Miłego machania lewarkiem w... Ferrari. Manualna skrzynia to biznesowy pragmatyzm

Czy metalowy lewarek i charakterystyczny układ H na tunelu środkowym powrócą do Ferrari? Nie jest to wykluczone. Włosi nie myślą tutaj jednak wyłącznie o purystach. Tu chodzi o... biznes.

Ceny Ferrari z manualnymi skrzyniami ekspresowo idą w górę. Starsze modele, w których takie konstrukcje były jeszcze powszechne, stają się droższe od odpowiedników z felerną konstrukcją F1. Z kolei w późniejszych autach, gdy manuale stały się już rzadkością, różnica w kwotach może być astronomiczna.

To nie przypadek. Coraz więcej osób poszukuje samochodów "mechanicznych i autentycznych", mających ducha minionych lat. Na fali tego sentymentu Ferrari może stworzyć nowy model z manualem. Nie myślcie sobie jednak, że będzie to auto dostępne nawet dla typowego zwyczajnego klienta marki.

Jeśli manualna skrzynia biegów powróci w Ferrari, to dostaną ją wybrani. To może być perła w gamie Icona

Pod nazwą Icona kryją się specjalne krótkoseryjne modele marki z Maranello, które wyróżnia stylistyka i napęd. Do tej pory dostaliśmy dwa modele - SP1 i SP2 Monza, a także SP3 Daytona. Coraz głośniej mówi się o tym, że auto z numerem cztery jest na horyzoncie - i będzie oferowało właśnie opcję z manualną skrzynią.

Gianmaria Fulgenzi, zajmujący się planowaniem i rozwojem produktów w Ferrari, podkreślił, że głosy klientów są coraz bardziej wyraźne i wskazują na ich oczekiwania.
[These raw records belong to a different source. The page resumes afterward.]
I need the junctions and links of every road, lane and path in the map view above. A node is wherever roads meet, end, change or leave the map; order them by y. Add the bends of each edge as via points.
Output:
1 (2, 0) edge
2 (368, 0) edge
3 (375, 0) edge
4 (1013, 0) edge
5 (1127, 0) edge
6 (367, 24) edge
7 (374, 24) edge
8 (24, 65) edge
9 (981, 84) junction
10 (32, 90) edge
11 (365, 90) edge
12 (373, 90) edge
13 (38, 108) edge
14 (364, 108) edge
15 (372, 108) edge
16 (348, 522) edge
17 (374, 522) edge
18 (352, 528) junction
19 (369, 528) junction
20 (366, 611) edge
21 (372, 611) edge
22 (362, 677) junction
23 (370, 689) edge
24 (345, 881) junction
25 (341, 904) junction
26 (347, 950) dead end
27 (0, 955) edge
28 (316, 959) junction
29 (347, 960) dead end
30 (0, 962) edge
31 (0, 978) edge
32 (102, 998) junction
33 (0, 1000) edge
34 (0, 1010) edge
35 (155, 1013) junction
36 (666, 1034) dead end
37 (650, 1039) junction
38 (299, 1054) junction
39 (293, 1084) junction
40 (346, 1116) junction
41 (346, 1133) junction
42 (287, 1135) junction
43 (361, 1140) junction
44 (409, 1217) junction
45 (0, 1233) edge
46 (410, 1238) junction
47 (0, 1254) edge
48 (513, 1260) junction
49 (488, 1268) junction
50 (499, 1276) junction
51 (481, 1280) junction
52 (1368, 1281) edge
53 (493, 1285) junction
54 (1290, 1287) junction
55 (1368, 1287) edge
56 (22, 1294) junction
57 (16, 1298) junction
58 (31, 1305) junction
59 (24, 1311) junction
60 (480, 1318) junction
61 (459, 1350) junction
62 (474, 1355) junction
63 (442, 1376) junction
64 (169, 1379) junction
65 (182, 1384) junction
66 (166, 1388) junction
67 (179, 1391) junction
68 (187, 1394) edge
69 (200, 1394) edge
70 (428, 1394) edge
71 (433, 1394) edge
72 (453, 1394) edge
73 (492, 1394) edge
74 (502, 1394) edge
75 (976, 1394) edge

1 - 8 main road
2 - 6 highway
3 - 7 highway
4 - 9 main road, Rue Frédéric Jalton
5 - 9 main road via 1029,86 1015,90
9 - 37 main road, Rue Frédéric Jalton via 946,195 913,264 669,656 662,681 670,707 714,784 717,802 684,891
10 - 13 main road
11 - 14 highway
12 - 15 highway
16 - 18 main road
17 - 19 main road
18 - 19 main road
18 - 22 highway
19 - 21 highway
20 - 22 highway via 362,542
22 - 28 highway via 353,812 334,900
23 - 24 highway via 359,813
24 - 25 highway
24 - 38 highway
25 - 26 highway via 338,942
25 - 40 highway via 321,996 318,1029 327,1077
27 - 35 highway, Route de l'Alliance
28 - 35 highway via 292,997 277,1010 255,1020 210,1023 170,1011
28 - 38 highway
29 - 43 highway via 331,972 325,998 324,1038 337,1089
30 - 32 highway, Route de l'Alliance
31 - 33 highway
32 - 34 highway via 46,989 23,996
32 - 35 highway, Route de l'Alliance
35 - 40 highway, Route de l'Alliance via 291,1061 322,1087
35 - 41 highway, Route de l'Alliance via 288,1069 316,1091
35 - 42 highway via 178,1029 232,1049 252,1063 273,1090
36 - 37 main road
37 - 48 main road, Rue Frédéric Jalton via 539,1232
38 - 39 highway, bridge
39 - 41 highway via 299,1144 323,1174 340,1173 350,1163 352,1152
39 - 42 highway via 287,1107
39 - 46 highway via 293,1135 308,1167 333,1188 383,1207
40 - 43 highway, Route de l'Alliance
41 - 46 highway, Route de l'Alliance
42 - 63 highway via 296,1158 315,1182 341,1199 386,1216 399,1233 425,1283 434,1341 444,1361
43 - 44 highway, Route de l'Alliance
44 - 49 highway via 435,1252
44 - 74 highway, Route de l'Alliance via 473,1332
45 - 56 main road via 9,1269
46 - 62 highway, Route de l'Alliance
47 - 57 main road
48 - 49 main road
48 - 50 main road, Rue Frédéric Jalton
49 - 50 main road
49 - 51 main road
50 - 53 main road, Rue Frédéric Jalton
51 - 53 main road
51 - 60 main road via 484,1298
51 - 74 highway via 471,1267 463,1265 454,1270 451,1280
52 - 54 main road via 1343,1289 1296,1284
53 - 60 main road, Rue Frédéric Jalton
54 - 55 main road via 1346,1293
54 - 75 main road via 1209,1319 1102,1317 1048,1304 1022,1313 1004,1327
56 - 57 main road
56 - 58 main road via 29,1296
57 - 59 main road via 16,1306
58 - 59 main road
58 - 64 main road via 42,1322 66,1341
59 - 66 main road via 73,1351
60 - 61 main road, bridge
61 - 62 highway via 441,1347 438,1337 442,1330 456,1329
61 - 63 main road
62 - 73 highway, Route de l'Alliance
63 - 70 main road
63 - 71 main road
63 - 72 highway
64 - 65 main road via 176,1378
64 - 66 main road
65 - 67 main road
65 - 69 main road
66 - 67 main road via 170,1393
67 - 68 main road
Wbrew pozorom jednak stworzenie manualnej skrzyni do nowego auta będzie trudne. To musiałaby być opracowana od podstaw konstrukcja, z potężnym sprzęgłem, które poradziłoby sobie z tym zadaniem. Oczywiście przy odrobinie chęci nie będzie to trudne, a lewa noga, choć silna, poradzi sobie ze sprzęgłem - zawsze można zapewnić tutaj pewną formę wspomagania.

Ferrari manualna skrzynia

Poza tym przykład Koenigsegga CC850 powinien być wzorem dla Ferrari. Ta unikalna konstrukcja, gdzie "manual i automat" to jedno, zyskała wielkie zainteresowanie ze strony potencjalnych klientów. Włosi, jeśli pójdą w tym kierunku, to zdecydują się na dużo bardziej klasyczne rozwiązanie.

Dla Ferrari takie auto będzie idealnym biznesem

Sprzeda się na pniu, nawet z bardzo wysoką ceną, a do tego nie będzie aż tak drogie w opracowaniu. To czysty biznesowy pragmatyzm, który jest fundamentem tej marki. Idealny przykład stanowi model F80. Zamówienia na wszystkie auta pojawiły się w chwilę, a to wzbogaciło portfel marki o ponad... dwa miliardy euro.